Je ne vais pas aborder le côté écologique du questionnement, qui est intéressant et qui mérite d'être débattu, comme il l'a pu l'être dans des commentaires précédents. Même si je me range plutôt du côté "attaquons le capitalisme et les grosses firmes avant de shamer à l'échelle individuelle". C'est plus facile de manger non-industriel, bio et local et de ne pas avoir de voiture (etc, etc) quand tu vis en plein centre ville et que tu ne galères pas à boucler les fins de mois. Quand tu es smicarde à 40h/semaine en pleine campagne, tu n'as pas trop le choix...Mépris de classe, anyone ?

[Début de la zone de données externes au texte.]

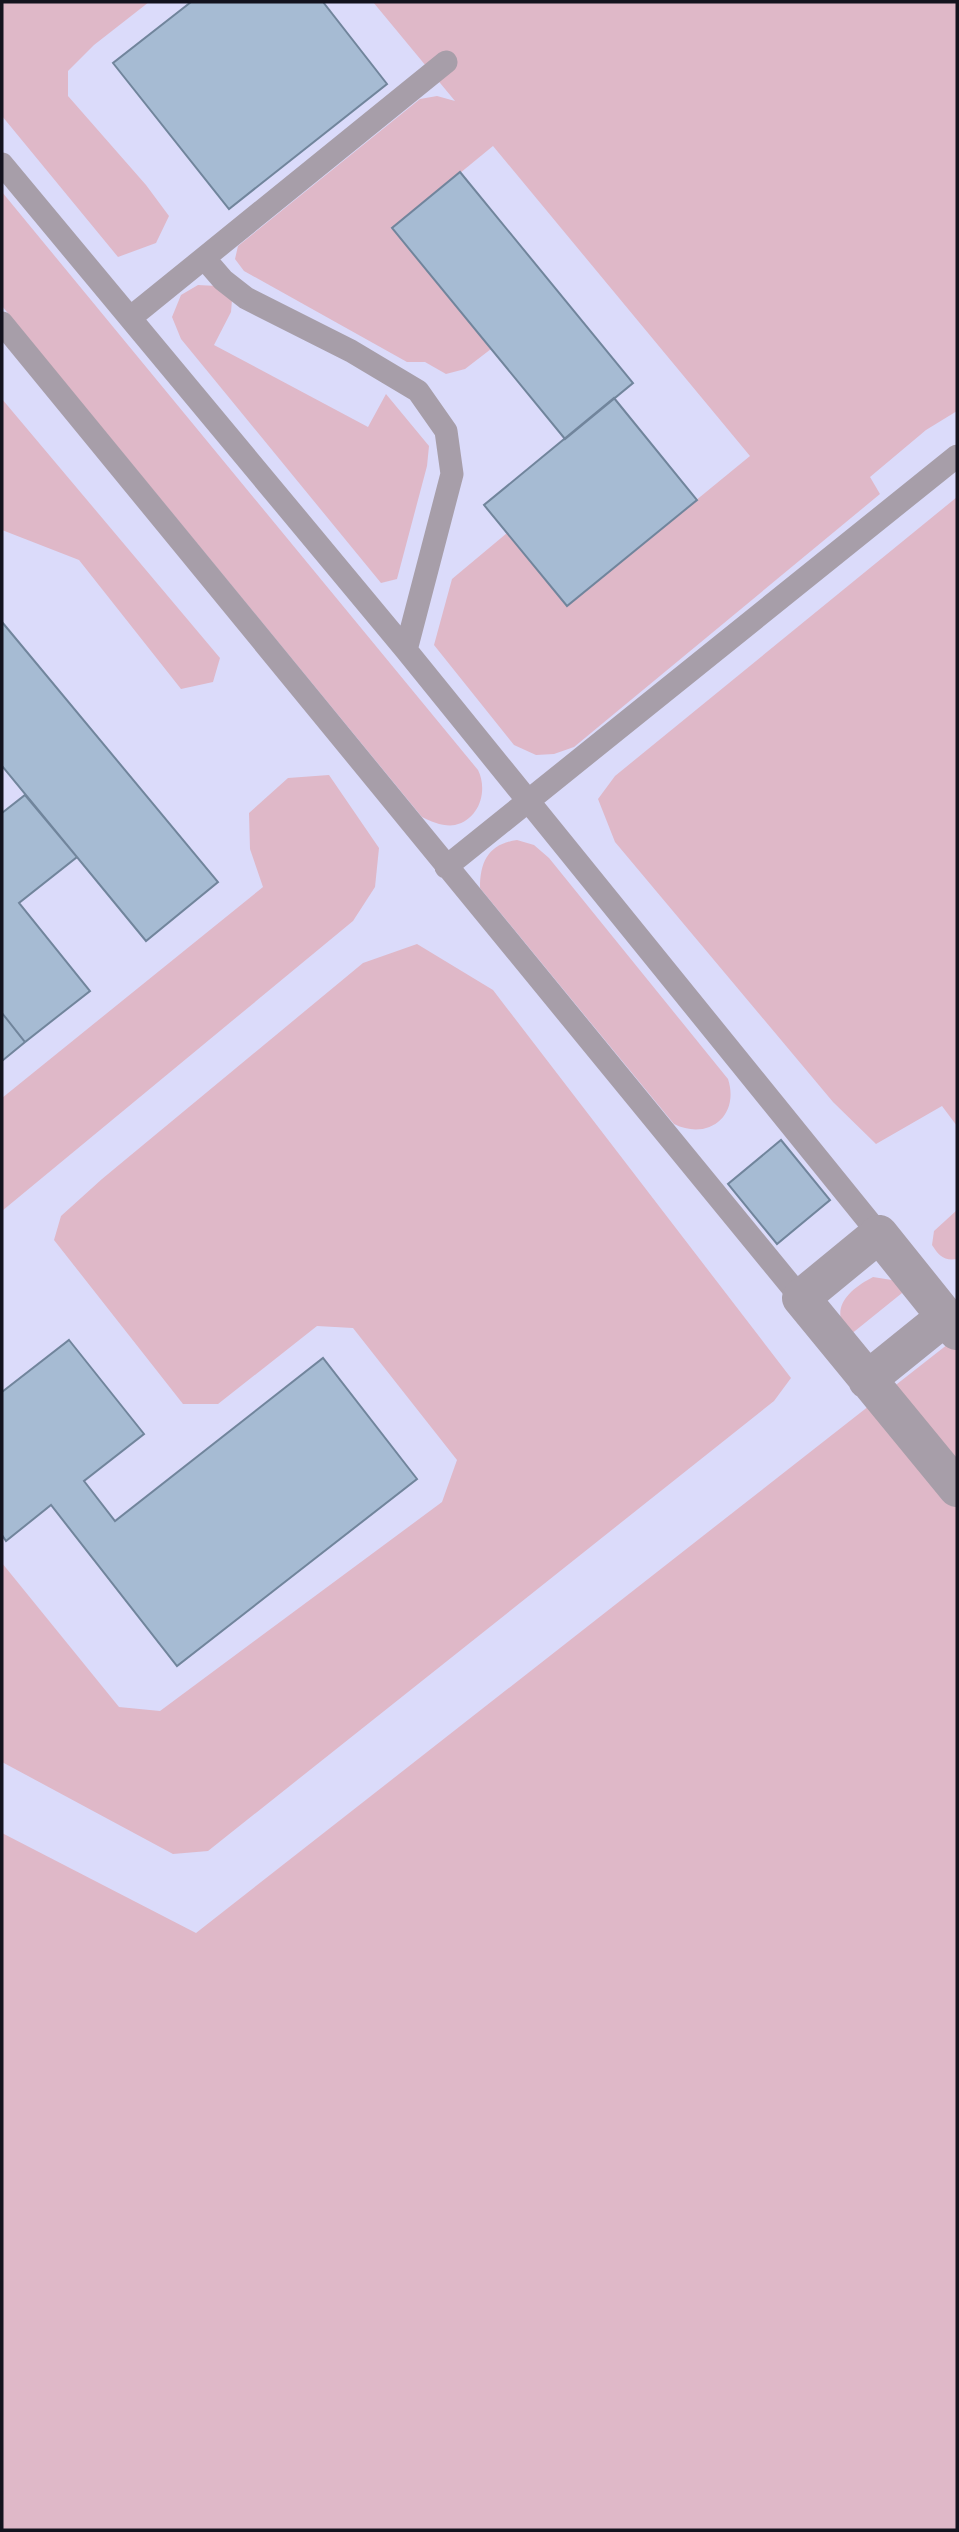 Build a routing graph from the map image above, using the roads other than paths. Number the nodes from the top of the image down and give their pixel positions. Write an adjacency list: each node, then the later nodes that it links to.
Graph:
1 (446, 62): 3 (lane)
2 (2, 164): 4 (lane)
3 (204, 258): 4 (lane); 7 (lane)
4 (130, 318): 7 (lane)
5 (2, 323): 9 (lane)
6 (957, 456): 8 (lane)
7 (406, 650): 8 (lane)
8 (528, 803): 9 (lane); 10 (lane)
9 (446, 866): 11 (lane)
10 (879, 1234): 11 (street); 12 (street)
11 (801, 1298): 13 (street)
12 (953, 1318): 13 (street)
13 (867, 1380): 14 (street)
14 (957, 1488)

Mais ce qui m'a le plus gêné, à la lecture de la question de Barbara, donc, c'est la posture de jugement sur les choix de vie (en l'occurrence, de reproduction) de certaines personnes.
J'en comprends l'origine, je crois qu'on partage tous/tes une éco-anxiété grandissante. Mais de quel droit, en fait, peut-on juger le choix d'une personne d'avoir ou non des enfants ? C'est tellement personnel, comme décision ! Mais au nom de quoi une personne peut-elle se poser en juge de cela ? Poser l'écologie comme une idéologie radicale à laquelle il faudrait tout sacrifier, ben comme toutes les idéologies, je trouve que c'est dangereux.
Il y a un vieux relent de mépris de classe et de racisme qui me hérisse, aussi. Historiquement, les populations qu'on a voulu empêcher d'avoir des enfants, contre leur volonté ou non, c'est, surprise surprise, les populations colonisées et les pauvres. A ce sujet, voir "La cause des femmes", par Gisèle Halimi : dans les années 50, par exemple, l'Etat français faisait de la propagande pour la contraception dans les DOM-TOM en même temps qu'il en restreignait l'accès en métropole. Traduction : des bons Français bien blancs on en veut bien, les autres non. Joie, hein ?
C'est pour la même raison que les scénarios à la Idiocratie me font gerber. Parce qu'on considère que les idiots ont l'audace de trop se reproduire (les classes populaires, hein, donc), que leurs gamins seront forcément idiots (ben oui ils sont pauvres), et que ça va nous mener à la catastrophe.
C'est facile, pour les classes dominantes, de jouer à se faire peur avec des scénarii pareils.
C'est considérer le déterminisme social comme un déterminisme intellectuel, c'est non seulement malhonnête, c'est méprisant et méprisable.
Et puis, avec des arguments comme "on est trop nombreux sur cette terre, il faut réguler la population", on n'est jamais bien loin de l'eugénisme, comme cela a déjà été dit. Devinez quelles populations on va vouloir "limiter" en premier ? Les mêmes qu'encore aujourd'hui, on stérilise de force, peut-être ?
Il faut changer nos sociétés en profondeur (à mort le capitalisme !), pas se jeter sur les théories malthusiennes.
Bref, tant que le fait d'avoir un (ou des) enfants est un choix, je ne vois pas en quoi ça regarde qui que ce soit, et de quel droit quiconque pourrait juger ça. Un énorme oui à l'accès universel à la contraception et à l'avortement, évidemment. Mais à partir du moment où c'est mon choix (et pour celleux concerné-es, celui de mon-ma partenaire), je ne vois pas qui ca regarde. On pourrait pas avoir un peu d'adelphité et d'indulgence, plutôt ?
Au passage, je ne veux pas d'enfants, pour tout un tas de raisons. Mais je refuse de juger qui que ce soit qui déciderait d'en avoir. Se draper dans ses convictions pour mieux culpabiliser les autres et se sentir soi-même inattaquable, je trouve ça répugnant.
Venez, on arrête, et on va tout cramer pour rebâtir sur des bases saines.